Bok believes this conservative allocation is largely influenced by corporate sponsors’ “cash-reserving mentality”, which finds its roots in legacy severance schemes and recent fierce competition among service providers offering attractive or inflated interest rates to attract new clients.

“As a result, there is also an inappropriate focus on capital preservation rather than on income or return generation, which would be more suitable given allocations should be focused on the ability to pay pensions in the longer term,” she says.

 

Regulation and return-seeking assets
Further encouraging conservative investment approaches are government restrictions on defined contribution and individual retirement account (IRA) schemes limiting investments to return seeking assets such as equities.

This conservative approach is at odds with larger public pension funds, such as the National Pension Scheme of Korea, which is in the midst of a four-year program to double its holdings of international equities.

The country’s sovereign wealth fund, the Korean Investment Corporation, under former chief investment officer Scott Kalb, started a five-year plan to double its allocations to private markets, in particular looking at distressed-debt opportunities and real estate.

Corporate pension funds have, however, taken a safety-first approach, preferring principal-guaranteed products.

These GIC providers in the last year have offered interest rates on principal guaranteed products in a range of between 4.21 and 5.1 per cent, Bok says.

Bok points to wage inflation in 2011 as being around 5.5 per cent, based on Towers Watson’s annual compensation surveys, re-enforcing the need to seek better performance than the cash rate.

She expects a rationalisation in fixed-rate products and a gradual lowering of interest rates offered to drive a gradual push to more return-seeking assets.

The pool of $45 billion in Korean corporate pension plans includes both defined-benefit and defined-contribution plans.

 

Guarantees over growth
With funding levels for corporate defined-benefit plans typically around 70 to 80 per cent, funds adopting conservative investment approaches are unlikely to improve these, Bok notes.

Korea adopted a funded pension-plan system similar to those of developing countries in 2005. Bok says the relative infancy of the system also contributes to conservative investment approaches.

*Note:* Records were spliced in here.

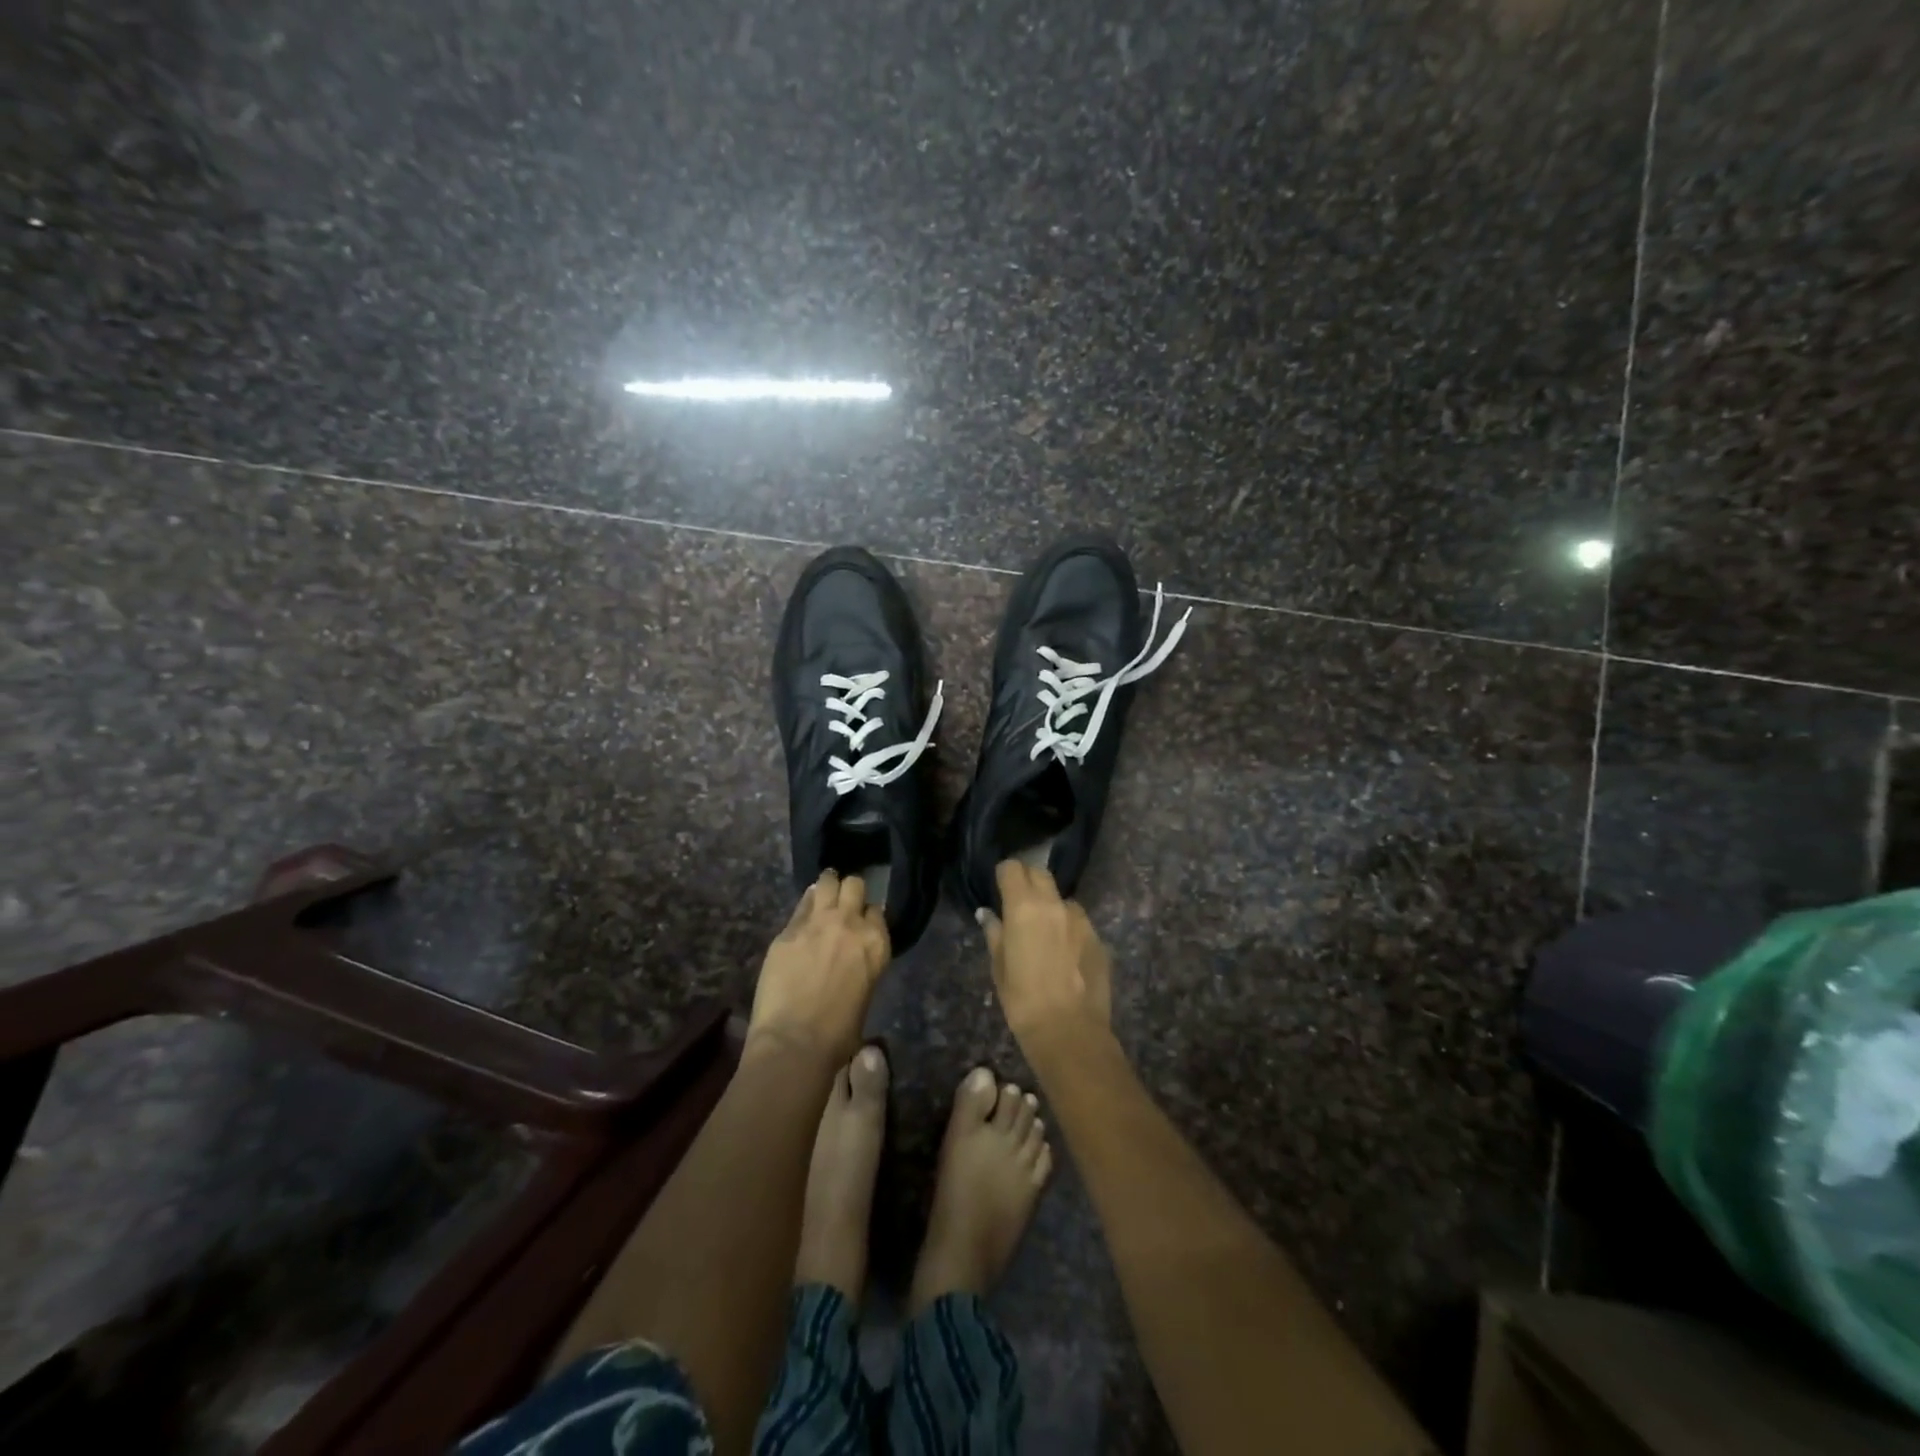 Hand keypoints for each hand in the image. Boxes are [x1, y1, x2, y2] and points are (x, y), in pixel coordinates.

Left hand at [749, 870, 890, 1058]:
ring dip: (828, 885)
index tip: (862, 920)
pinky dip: (806, 903)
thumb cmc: (839, 1034)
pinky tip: (804, 909)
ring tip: (824, 891)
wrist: (796, 1042)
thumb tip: (852, 957)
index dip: (868, 915)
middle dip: (850, 891)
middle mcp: (850, 923)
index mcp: (876, 942)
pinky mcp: (789, 929)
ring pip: (828, 882)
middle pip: (855, 885)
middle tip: (843, 901)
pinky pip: (801, 905)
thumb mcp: (865, 992)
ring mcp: (817, 922)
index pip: (876, 910)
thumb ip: (863, 963)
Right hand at [978, 860, 1112, 1050]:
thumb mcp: (999, 967)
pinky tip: (1065, 954)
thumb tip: (988, 914)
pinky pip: (1079, 922)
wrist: (1069, 1030)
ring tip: (1045, 934)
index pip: (1012, 868)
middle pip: (1040, 873)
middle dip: (1028, 881)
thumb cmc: (1022, 1000)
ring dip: (1051, 906)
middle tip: (1019, 905)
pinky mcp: (1098, 937)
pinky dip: (1069, 928)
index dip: (1004, 875)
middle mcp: (1054, 904)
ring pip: (1062, 898)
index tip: (999, 889)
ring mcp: (1080, 919)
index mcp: (1023, 907)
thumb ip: (995, 933) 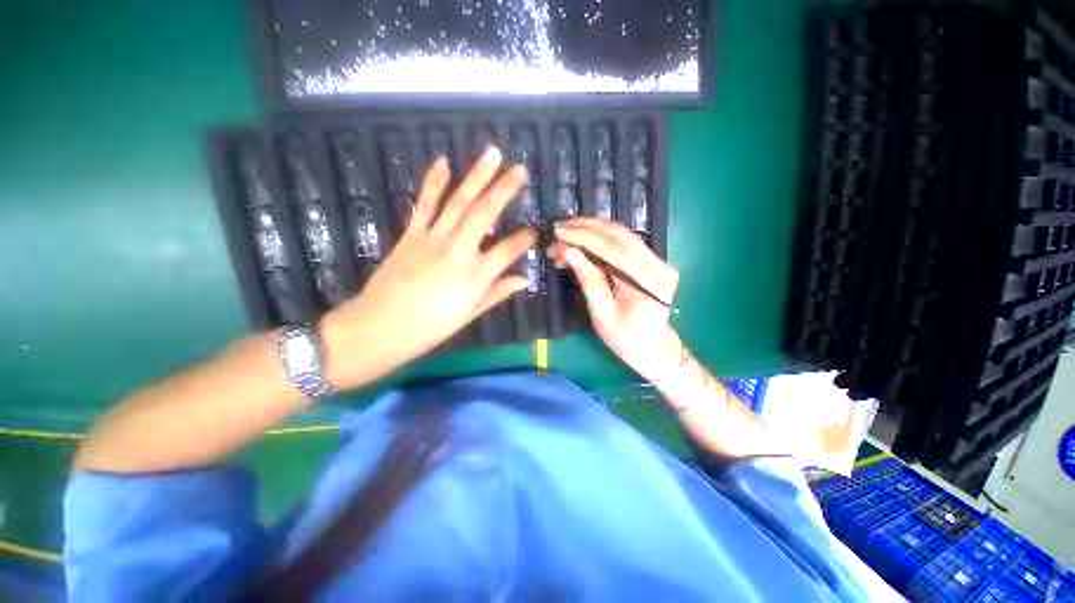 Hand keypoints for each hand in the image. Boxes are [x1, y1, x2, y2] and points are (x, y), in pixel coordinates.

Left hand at [322, 147, 535, 387]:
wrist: (379, 327)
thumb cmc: (430, 327)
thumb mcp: (470, 314)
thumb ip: (498, 293)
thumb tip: (525, 280)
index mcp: (475, 276)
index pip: (509, 250)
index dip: (524, 239)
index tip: (534, 231)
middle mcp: (458, 251)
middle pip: (485, 213)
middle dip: (505, 189)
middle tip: (520, 169)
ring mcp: (432, 238)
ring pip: (459, 201)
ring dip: (476, 176)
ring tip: (492, 154)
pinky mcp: (411, 234)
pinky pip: (425, 204)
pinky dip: (434, 182)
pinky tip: (443, 162)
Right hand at [548, 218, 681, 381]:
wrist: (654, 350)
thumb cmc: (626, 339)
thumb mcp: (602, 313)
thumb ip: (588, 279)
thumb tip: (568, 251)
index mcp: (648, 282)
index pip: (613, 248)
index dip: (583, 237)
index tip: (558, 232)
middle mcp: (658, 265)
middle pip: (619, 235)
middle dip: (586, 228)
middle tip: (558, 229)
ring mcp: (658, 261)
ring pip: (622, 235)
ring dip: (592, 231)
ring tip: (566, 233)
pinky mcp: (651, 262)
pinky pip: (623, 243)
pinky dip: (600, 240)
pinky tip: (582, 241)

“Sponsors and members need time to increase their investment literacy before we can expect to see fundamental changes in their investment behaviour,” according to the report.

Plan sponsors have been focused on whether to adopt a plan and choosing a service provider, with little thought going into the ongoing investment strategy.

“From a chief financial officer’s perspective, if the pension plan costs are less than 1 per cent of your book, you don’t worry too much about how you are going to invest the assets. It is simple to write an insurance contract for a GIC because you then have no worries because someone else is guaranteeing your return,” Bok says.

“So, I can understand why at this early stage of the market we have this kind of behaviour, it is always easier to stick to the current practice than do something different.”

The report reveals that total pension assets grew by 71 per cent in 2011.

Bok says that as this recent exponential growth continues and pension plans loom larger on the balance sheets of companies, it could trigger changes in investment approaches as plan sponsors pay more attention to fees and performance.